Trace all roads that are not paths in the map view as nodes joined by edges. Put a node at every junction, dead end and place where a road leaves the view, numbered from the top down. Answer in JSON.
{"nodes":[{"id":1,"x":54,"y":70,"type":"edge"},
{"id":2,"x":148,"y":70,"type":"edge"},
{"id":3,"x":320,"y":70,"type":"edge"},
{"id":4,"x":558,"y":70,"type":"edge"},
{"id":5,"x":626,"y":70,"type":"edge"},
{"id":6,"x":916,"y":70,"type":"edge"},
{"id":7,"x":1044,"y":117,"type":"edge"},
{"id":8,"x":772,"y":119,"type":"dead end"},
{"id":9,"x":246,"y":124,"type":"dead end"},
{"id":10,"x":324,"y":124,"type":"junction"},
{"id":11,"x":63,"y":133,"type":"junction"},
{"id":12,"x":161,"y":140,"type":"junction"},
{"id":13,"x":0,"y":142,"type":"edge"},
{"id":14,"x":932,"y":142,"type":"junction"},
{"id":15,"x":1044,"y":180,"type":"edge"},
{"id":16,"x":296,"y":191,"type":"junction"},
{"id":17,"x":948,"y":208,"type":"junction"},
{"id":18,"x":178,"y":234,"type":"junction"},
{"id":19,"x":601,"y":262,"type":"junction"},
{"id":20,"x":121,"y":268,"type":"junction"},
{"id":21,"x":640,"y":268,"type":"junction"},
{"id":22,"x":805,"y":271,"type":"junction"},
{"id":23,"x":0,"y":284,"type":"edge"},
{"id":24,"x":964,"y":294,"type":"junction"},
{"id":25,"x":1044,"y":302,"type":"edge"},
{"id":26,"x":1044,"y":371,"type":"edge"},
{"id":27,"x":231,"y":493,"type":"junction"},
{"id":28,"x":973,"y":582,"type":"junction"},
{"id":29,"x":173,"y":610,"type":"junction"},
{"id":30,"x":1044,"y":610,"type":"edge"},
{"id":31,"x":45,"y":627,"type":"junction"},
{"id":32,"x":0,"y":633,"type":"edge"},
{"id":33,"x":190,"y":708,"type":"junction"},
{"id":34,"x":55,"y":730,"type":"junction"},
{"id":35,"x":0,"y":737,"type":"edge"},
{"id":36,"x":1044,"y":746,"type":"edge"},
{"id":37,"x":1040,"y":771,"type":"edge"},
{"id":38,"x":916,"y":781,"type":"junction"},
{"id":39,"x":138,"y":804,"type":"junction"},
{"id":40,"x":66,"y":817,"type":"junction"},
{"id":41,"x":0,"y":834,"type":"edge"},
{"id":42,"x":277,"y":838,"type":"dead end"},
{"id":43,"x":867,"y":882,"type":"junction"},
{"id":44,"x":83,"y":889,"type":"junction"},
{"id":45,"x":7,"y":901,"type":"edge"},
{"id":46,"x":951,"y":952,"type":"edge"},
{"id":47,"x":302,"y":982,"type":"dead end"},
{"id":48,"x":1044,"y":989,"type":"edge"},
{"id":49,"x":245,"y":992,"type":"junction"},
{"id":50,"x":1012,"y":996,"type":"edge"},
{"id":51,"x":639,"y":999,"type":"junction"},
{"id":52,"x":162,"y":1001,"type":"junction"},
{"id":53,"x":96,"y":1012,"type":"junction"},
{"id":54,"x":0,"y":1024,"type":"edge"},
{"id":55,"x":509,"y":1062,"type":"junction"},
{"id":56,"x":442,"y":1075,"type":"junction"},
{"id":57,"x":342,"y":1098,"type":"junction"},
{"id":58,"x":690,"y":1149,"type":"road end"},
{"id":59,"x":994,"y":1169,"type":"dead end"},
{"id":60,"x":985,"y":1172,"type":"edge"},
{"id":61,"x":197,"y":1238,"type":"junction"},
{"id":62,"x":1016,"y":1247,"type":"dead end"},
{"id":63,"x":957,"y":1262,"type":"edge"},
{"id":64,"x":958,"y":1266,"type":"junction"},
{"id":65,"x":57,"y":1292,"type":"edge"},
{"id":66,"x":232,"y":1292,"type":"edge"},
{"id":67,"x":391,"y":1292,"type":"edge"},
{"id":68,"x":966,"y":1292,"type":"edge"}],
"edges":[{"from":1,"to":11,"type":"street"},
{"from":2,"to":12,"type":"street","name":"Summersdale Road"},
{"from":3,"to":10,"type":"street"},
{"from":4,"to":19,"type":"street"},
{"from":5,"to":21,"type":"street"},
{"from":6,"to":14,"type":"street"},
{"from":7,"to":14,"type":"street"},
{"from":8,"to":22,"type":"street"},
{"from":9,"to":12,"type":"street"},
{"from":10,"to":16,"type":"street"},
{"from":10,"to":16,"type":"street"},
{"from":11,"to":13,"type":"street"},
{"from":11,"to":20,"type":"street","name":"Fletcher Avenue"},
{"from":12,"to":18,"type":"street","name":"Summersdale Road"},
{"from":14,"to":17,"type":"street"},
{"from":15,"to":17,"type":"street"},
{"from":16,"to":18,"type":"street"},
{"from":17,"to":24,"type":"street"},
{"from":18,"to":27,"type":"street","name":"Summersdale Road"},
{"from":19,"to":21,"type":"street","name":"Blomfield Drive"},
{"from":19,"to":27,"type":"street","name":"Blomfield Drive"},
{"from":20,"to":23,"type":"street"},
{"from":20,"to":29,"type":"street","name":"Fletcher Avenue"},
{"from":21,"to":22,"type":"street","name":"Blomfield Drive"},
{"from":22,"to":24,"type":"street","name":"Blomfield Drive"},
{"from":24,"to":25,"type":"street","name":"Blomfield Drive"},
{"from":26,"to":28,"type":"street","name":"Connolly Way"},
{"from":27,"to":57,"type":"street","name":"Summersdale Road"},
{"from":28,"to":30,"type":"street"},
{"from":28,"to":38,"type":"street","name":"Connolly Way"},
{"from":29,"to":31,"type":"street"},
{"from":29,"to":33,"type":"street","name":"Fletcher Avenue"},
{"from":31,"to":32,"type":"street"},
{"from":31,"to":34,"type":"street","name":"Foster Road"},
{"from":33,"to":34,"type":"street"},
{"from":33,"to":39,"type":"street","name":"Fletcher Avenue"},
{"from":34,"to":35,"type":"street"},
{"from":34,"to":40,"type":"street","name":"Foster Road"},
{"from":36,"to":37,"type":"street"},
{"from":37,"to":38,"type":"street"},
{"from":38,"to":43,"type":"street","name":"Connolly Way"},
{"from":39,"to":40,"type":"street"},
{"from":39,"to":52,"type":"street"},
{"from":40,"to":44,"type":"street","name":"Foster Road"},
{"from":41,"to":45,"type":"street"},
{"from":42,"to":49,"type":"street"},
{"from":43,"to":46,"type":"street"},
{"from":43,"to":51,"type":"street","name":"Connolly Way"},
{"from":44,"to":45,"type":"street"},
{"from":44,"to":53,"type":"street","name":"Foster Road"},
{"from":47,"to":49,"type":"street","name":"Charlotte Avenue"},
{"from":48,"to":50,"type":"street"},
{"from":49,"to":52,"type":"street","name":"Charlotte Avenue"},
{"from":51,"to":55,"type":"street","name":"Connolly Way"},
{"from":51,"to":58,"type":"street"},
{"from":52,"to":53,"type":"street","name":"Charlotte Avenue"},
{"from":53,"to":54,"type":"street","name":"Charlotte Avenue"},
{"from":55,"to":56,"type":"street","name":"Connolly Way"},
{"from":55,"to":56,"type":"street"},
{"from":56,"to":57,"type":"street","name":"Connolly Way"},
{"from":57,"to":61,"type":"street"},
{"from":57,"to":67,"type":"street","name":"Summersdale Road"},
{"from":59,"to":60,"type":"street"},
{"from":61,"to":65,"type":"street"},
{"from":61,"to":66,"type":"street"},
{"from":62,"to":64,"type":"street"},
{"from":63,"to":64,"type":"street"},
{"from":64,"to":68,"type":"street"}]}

--- --- ---

## Work order
Find the number of lines in the records that include the word "Charlotte". Write only that number.

## Exercise output
4